▶ **SOURCE INFORMATION**:
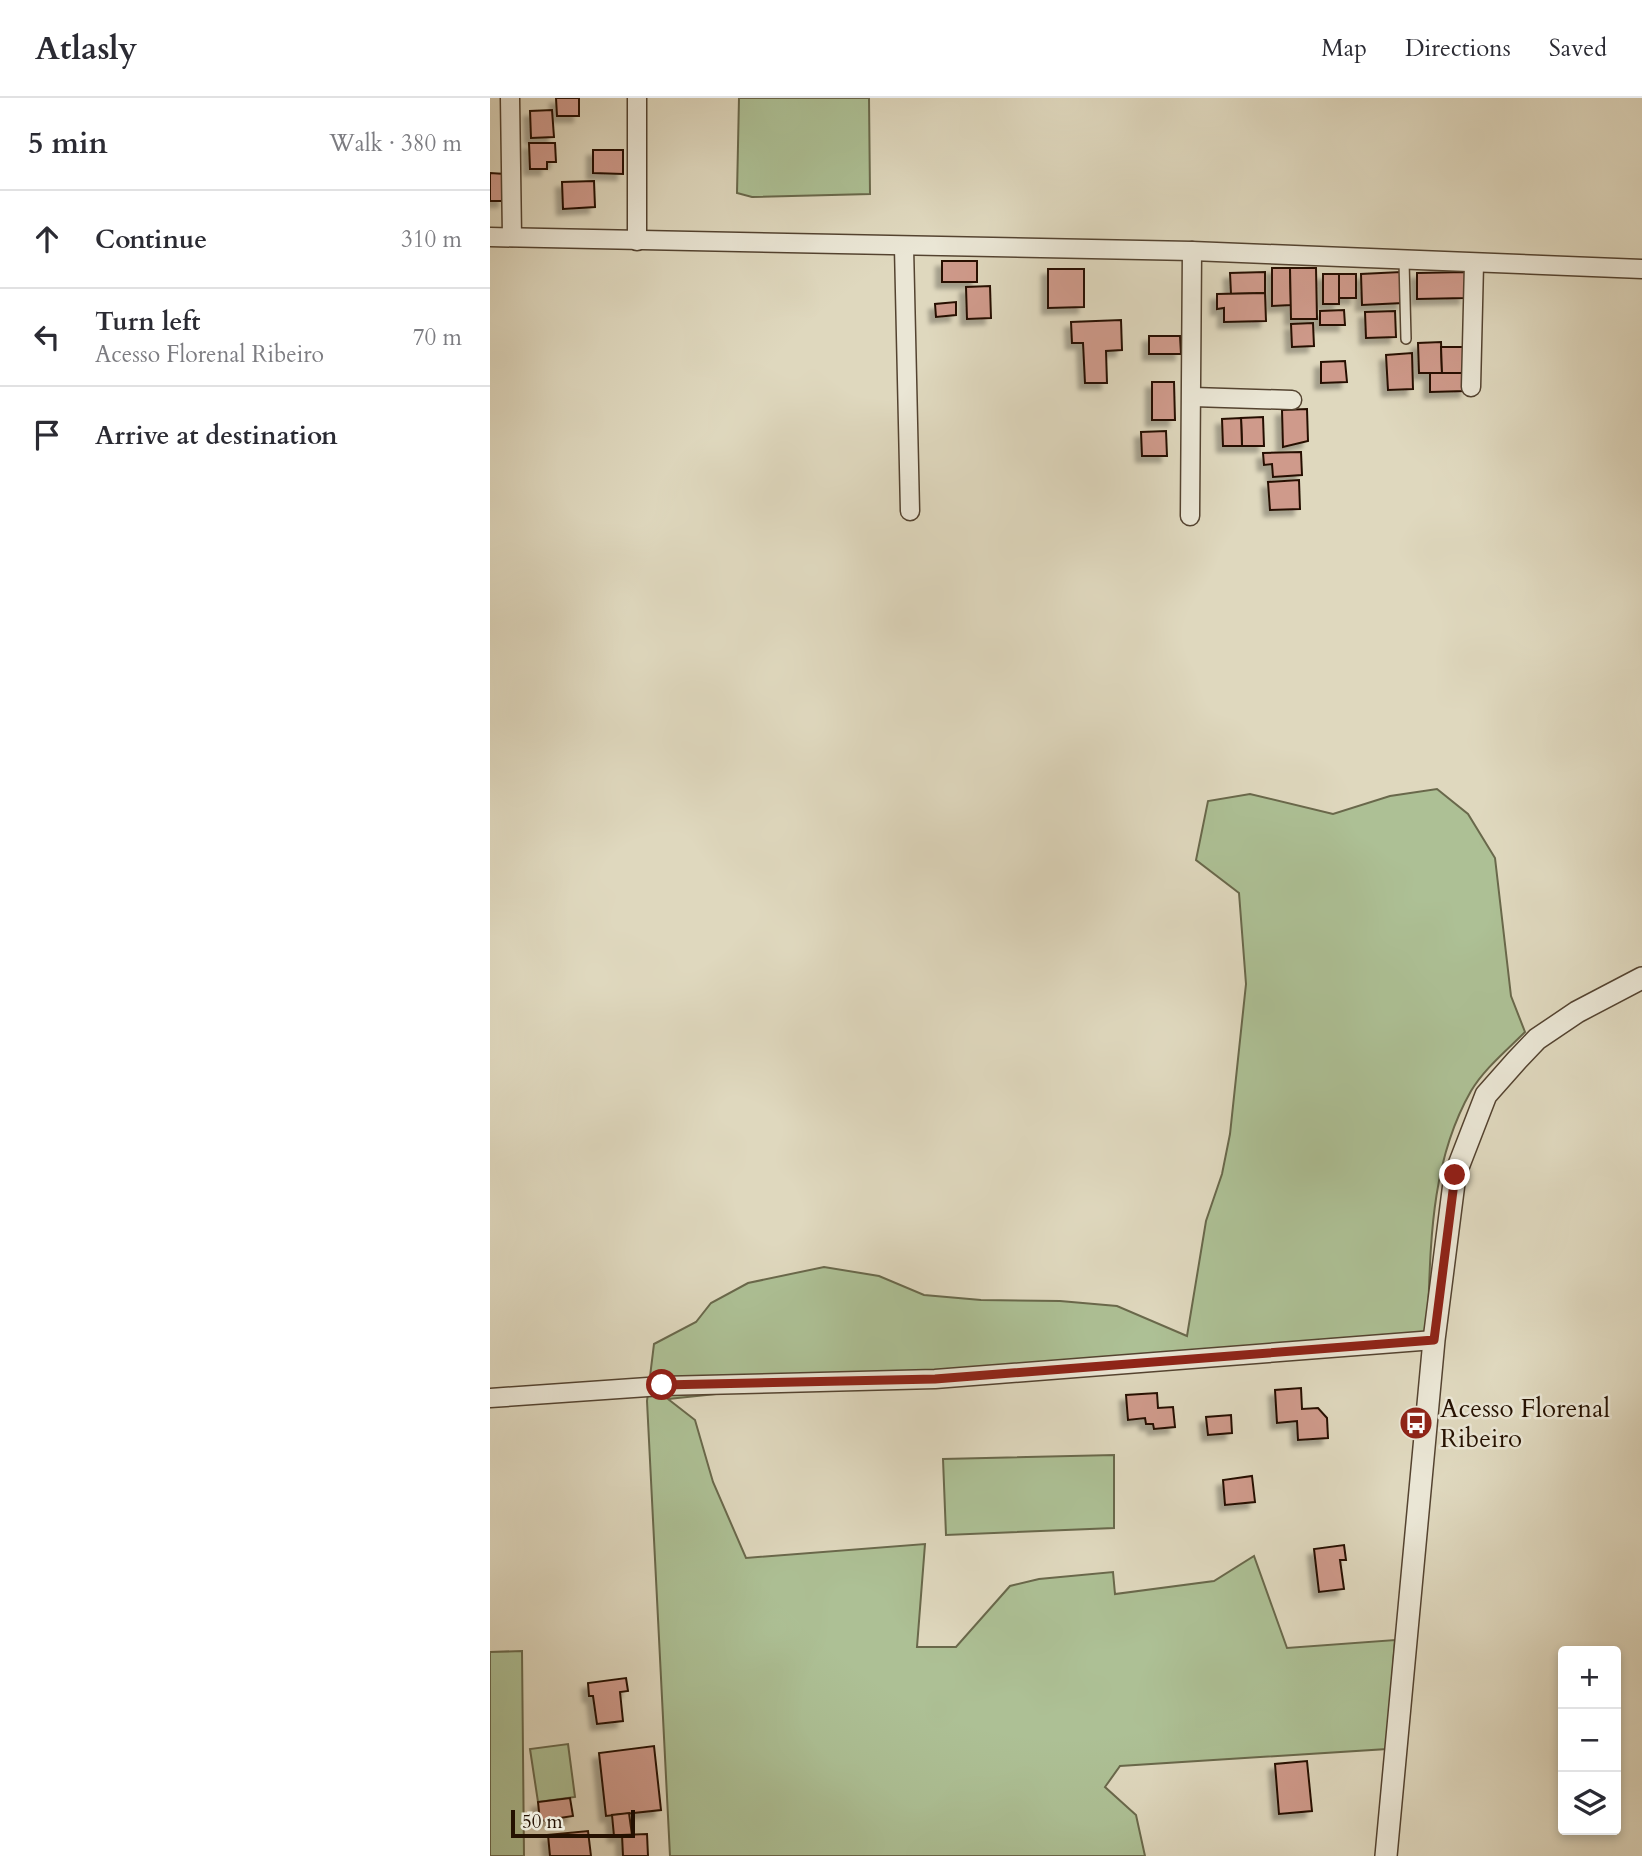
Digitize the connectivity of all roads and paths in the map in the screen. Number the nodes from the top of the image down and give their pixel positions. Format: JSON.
{"nodes":[{"id":1,"x":510,"y":98,"type":"edge"},
{"id":2,"x":637,"y":98,"type":"edge"},
{"id":3,"x":490,"y":237,"type":"edge"},
{"id":4,"x":512,"y":237,"type":"junction"},
{"id":5,"x":637,"y":241,"type":"junction"},
{"id":6,"x":904,"y":247,"type":"junction"},
{"id":7,"x":1192,"y":251,"type":"junction"},
{"id":8,"x":1404,"y":261,"type":"junction"},
{"id":9,"x":1474,"y":264,"type":"junction"},
{"id":10,"x":1642,"y":269,"type":"edge"},
{"id":11,"x":1406,"y":340,"type":"dead end"},
{"id":12,"x":1471,"y":387,"type":"dead end"},
{"id":13,"x":1193,"y":397,"type":"junction"},
{"id":14,"x":1292,"y":400,"type":"dead end"},
{"id":15,"x":909,"y":511,"type":"dead end"},
{"id":16,"x":1191,"y":516,"type":"dead end"},
{"id":17,"x":1642,"y":978,"type":"edge"},
{"id":18,"x":1434,"y":1340,"type":"junction"},
{"id":19,"x":490,"y":1398,"type":"edge"},
{"id":20,"x":1386,"y":1856,"type":"edge"}],
"edges":[{"from":1,"to":4,"type":"street"},
{"from":2,"to":5,"type":"street"},
{"from":3,"to":4,"type":"street"},
{"from":4,"to":5,"type":"street"},
{"from":5,"to":6,"type":"street"},
{"from":6,"to":7,"type":"street"},
{"from":6,"to":15,"type":"street"},
{"from":7,"to":8,"type":"street"},
{"from":7,"to":13,"type":"street"},
{"from":8,"to":9,"type":"street"},
{"from":8,"to":11,"type":"lane"},
{"from":9,"to":10,"type":"street"},
{"from":9,"to":12,"type":"street"},
{"from":13,"to":14,"type":"street"},
{"from":13,"to":16,"type":"street"},
{"from":17,"to":18,"type":"street"},
{"from":18,"to":19,"type":"street"},
{"from":18,"to":20,"type":"street"}]}
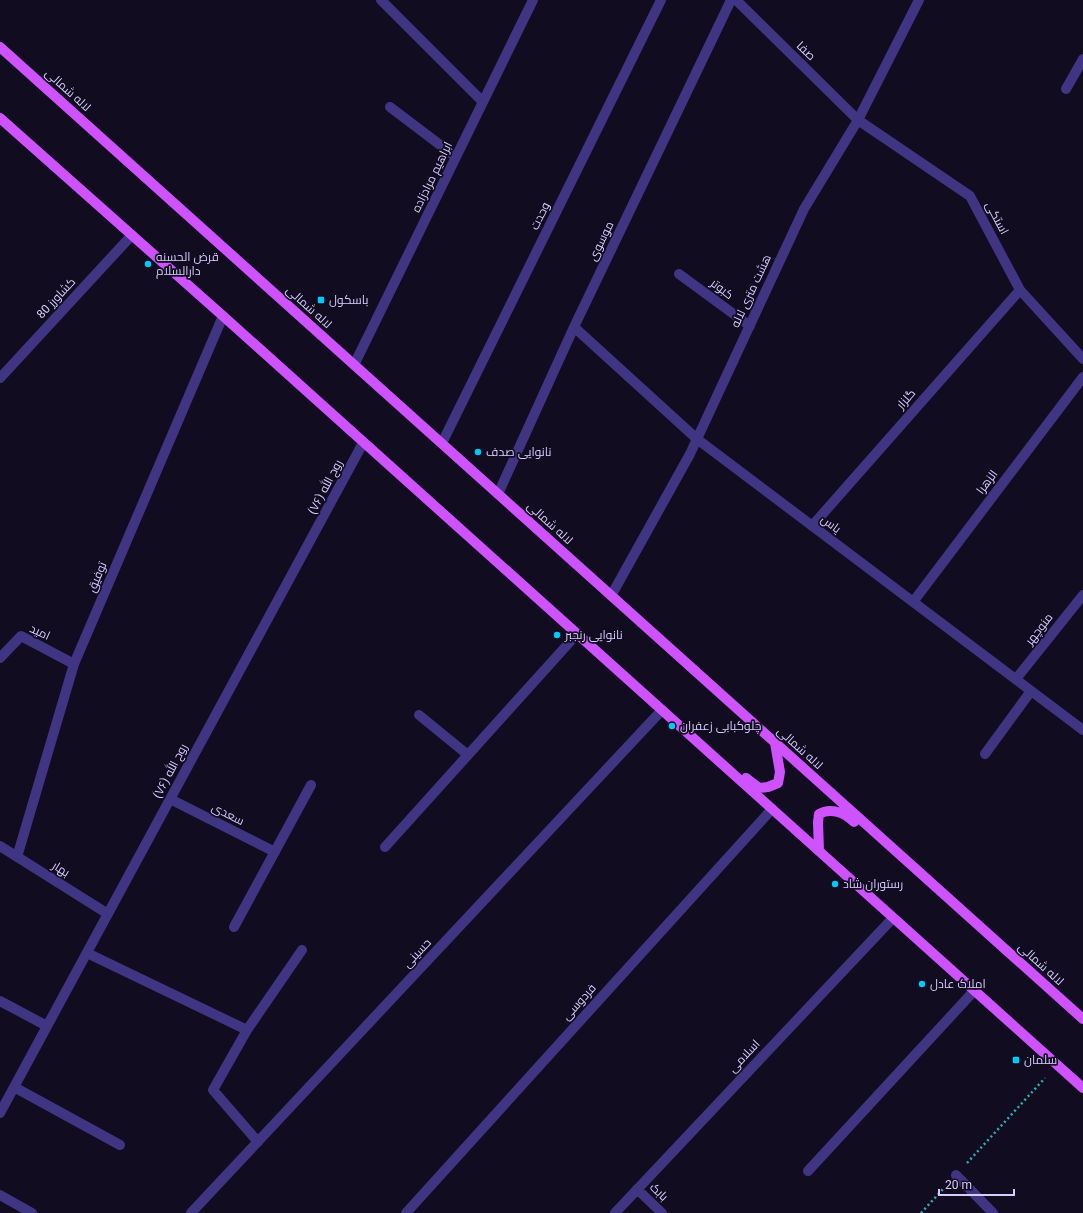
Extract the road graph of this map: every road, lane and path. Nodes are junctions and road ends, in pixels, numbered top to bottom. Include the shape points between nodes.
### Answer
1 (381, 0) edge
2 (533, 0) edge
3 (661, 0) edge
4 (731, 0) edge
5 (736, 0) edge
6 (919, 0) edge
7 (0, 47) edge
8 (1083, 59) edge
9 (1066, 89) dead end
10 (483, 102) junction
11 (390, 107) dead end
12 (0, 118) edge
13 (858, 120) junction
14 (456, 157) junction
15 (132, 235) junction
16 (680, 274) dead end
17 (1020, 290) junction
18 (223, 316) junction
19 (750, 326) junction
20 (574, 327) junction
21 (1083, 360) edge
22 (354, 365) junction
23 (0, 378) edge
24 (1083, 378) edge
25 (697, 439) junction
26 (363, 443) junction
27 (442, 443) junction
28 (498, 494) junction
29 (812, 526) junction
30 (1083, 594) edge
31 (611, 596) junction
32 (913, 602) junction
33 (576, 634) junction
34 (0, 658) edge
35 (74, 664) junction
36 (1016, 680) junction
37 (1031, 691) junction
38 (662, 710) junction
39 (419, 715) dead end
40 (1082, 727) edge
41 (775, 742) junction
42 (985, 754) dead end
43 (468, 755) junction
44 (719, 762) junction
45 (311, 785) dead end
46 (170, 799) junction
47 (772, 809) junction
48 (877, 834) junction
49 (0, 846) edge
50 (385, 847) dead end
51 (275, 852) junction
52 (819, 852) junction
53 (17, 857) junction
54 (108, 914) junction
55 (893, 918) junction
56 (234, 927) dead end
57 (302, 950) dead end
58 (87, 953) junction
59 (974, 991) junction
60 (0, 1001) edge
61 (1083, 1019) edge
62 (47, 1026) junction
63 (247, 1030) junction
64 (1057, 1065) junction
65 (14, 1087) junction
66 (1083, 1088) edge
67 (0, 1112) edge
68 (258, 1142) junction
69 (120, 1145) dead end
70 (808, 1171) dead end
71 (956, 1176) junction
72 (637, 1189) junction
73 (0, 1195) edge
74 (32, 1213) edge
75 (192, 1213) edge
76 (406, 1213) edge
77 (615, 1213) edge
78 (662, 1213) edge
79 (921, 1213) edge
80 (993, 1213) edge

1 - 10 street
2 - 10 street, ابراهیم مرادزاده
3 - 27 street, وحدت
4 - 20 street, موسوی
5 - 13 street, صفا
6 - 13 street, هشت متری لاله
7 - 22 main road, لاله شمالی
8 - 9 street
10 - 14 street, ابراهیم مرادزاده
11 - 14 street
12 - 15 main road
13 - 17 street, استکی via 970,196
13 - 19 street, هشت متری لاله via 804,209
14 - 22 street, ابراهیم مرادزاده
15 - 18 main road
15 - 23 street, کشاورز 80
16 - 19 street, کبوتر
17 - 21 street, استکی
17 - 29 street, گلزار
18 - 26 main road
18 - 35 street, توفیق
19 - 25 street, هشت متری لاله
20 - 25 street, یاس
20 - 28 street, موسوی
22 - 27 main road, لاله شمالی
24 - 32 street, الزهرا
25 - 29 street, یاس
25 - 31 street, هشت متری لاله
26 - 33 main road
26 - 46 street, روح الله (۷۶)
27 - 28 main road, لاله شمالی
28 - 31 main road, لاله شمالی
29 - 32 street, یاس
30 - 36 street, منوچهر
31 - 41 main road, لاله شمالی
32 - 36 street, یاس
33 - 38 main road
33 - 43 street
34 - 35 street, امید via 21,636
35 - 53 street, توفیق
36 - 37 street, یاس
37 - 40 street, یاس
37 - 42 street
38 - 44 main road
38 - 68 street, حسینی
39 - 43 street
41 - 44 main road via 780,772 778,783 768,787 759,788 732,767
41 - 48 main road, لاله شمالی
43 - 50 street
44 - 47 main road
45 - 51 street
46 - 51 street, سعدی
46 - 54 street, روح الله (۷۶)
47 - 52 main road
47 - 76 street, فردوسی
48 - 52 main road via 846,814 824,811 819,814 818,822
48 - 61 main road, لاله شمالی
49 - 53 street, بهار
51 - 56 street
52 - 55 main road
53 - 54 street, بهار
54 - 58 street, روح الله (۷۶)
55 - 59 main road
55 - 72 street, اسلامی
57 - 63 street
58 - 62 street, روح الله (۷۶)
58 - 63 street
59 - 64 main road
59 - 70 street
60 - 62 street
62 - 65 street, روح الله (۷۶)
63 - 68 street via 213,1090
64 - 66 main road
64 - 71 path
65 - 67 street, روح الله (۷۶)
65 - 69 street
68 - 75 street, حسینی
71 - 79 path
71 - 80 street
72 - 77 street, اسلامی
72 - 78 street, بابک
73 - 74 street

▶ **WHAT THE TASK REQUIRES**: Find and copy each line of the listing above that holds the word "متری".

▶ **REPLY TO THE EXERCISE**:
6 - 13 street, هشت متری لاله
13 - 19 street, هشت متری لاله via 804,209
19 - 25 street, هشت متری لاله
25 - 31 street, هشت متری لاله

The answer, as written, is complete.